SIR WILLIAM HARCOURT

said, the subject was one with regard to which, especially after the observations of the right hon. Gentleman (Sir R. Assheton Cross), who had just sat down, the House seemed agreed that something should be done; and the only question was how it was to be done. As to the proposal that the Government should introduce a short Bill on the subject, he was sorry to say the Home Office was full of short Bills; and it was absolutely impossible to find five minutes to introduce one. He hoped he might have some success by trying the experiment of sending them to the House of Lords, which was not very much occupied with Business. But he found that when they got there they were strangled. There was such a Bill in the House of Lords on the previous night (Charitable Trusts Acts Amendment Bill). It came to a bad end; aid, therefore, there was no encouragement for the endeavour to get Business transacted there.
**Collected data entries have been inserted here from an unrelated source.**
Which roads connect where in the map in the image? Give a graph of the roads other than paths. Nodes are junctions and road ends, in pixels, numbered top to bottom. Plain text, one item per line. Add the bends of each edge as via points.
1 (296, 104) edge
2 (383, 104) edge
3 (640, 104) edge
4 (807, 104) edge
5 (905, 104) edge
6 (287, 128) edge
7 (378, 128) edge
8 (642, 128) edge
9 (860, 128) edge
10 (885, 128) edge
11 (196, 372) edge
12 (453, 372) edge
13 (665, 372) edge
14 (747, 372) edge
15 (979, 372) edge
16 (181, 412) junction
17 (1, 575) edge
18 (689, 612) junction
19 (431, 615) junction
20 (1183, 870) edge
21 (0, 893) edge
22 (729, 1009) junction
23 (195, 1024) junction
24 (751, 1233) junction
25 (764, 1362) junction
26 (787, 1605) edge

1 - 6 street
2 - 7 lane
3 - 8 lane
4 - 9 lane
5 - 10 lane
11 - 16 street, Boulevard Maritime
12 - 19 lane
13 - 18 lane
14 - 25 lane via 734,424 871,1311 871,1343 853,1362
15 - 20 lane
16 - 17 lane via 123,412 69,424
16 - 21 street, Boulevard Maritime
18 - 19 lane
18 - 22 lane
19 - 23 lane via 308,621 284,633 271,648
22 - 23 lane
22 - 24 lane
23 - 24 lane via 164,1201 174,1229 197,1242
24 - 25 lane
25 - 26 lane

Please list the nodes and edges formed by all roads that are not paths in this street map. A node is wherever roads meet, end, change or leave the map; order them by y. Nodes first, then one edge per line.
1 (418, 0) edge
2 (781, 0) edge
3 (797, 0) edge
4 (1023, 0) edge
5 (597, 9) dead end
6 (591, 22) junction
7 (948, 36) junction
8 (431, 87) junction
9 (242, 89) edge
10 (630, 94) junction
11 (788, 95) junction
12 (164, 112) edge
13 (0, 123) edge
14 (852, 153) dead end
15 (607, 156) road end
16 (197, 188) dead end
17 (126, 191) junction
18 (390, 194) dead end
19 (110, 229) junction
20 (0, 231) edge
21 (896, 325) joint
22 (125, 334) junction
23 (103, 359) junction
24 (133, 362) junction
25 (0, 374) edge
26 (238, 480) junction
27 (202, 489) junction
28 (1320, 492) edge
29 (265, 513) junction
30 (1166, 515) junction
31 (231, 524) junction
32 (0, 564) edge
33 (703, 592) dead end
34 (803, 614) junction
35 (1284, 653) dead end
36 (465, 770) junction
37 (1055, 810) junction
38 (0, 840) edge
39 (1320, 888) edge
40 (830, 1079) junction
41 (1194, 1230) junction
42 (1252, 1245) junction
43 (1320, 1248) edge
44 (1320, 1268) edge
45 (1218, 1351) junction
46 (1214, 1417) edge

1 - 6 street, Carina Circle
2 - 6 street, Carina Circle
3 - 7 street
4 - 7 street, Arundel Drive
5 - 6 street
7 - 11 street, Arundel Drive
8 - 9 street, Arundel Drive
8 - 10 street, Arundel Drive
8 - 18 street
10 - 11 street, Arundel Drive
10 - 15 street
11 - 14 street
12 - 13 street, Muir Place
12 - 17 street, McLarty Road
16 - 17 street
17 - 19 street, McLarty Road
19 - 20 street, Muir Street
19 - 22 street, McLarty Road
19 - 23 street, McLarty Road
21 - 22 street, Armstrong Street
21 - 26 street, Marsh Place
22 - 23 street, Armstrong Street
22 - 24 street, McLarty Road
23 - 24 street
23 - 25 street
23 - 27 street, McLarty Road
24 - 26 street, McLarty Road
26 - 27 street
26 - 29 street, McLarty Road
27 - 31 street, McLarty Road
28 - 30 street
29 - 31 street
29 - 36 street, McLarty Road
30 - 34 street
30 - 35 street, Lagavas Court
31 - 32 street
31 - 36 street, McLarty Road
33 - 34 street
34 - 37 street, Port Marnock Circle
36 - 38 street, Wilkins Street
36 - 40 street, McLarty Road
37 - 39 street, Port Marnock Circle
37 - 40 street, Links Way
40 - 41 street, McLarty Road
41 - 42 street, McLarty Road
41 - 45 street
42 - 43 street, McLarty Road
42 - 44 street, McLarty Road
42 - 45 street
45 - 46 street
He was afraid, therefore, that if the Government were to promise to pass a Bill dealing with the Lunacy Laws in the present Session, the promise would be a delusive one. But although the Government might not be able to bring in a Bill on the subject, they had no wish to prevent anyone else from doing so. That the Bill of the hon. Member for Swansea had a good object he did not mean to deny, though it might require a good deal of amendment. As to sending the Bill to a Select Committee, he would point out that the House was already overburdened with Committees; but if his hon. Friend wished to take the second reading of his Bill, with whatever chance of amending and putting it in proper shape he might be able to command, the Government would not object.

Motion agreed to.

Bill read a second time, and committed for To-morrow.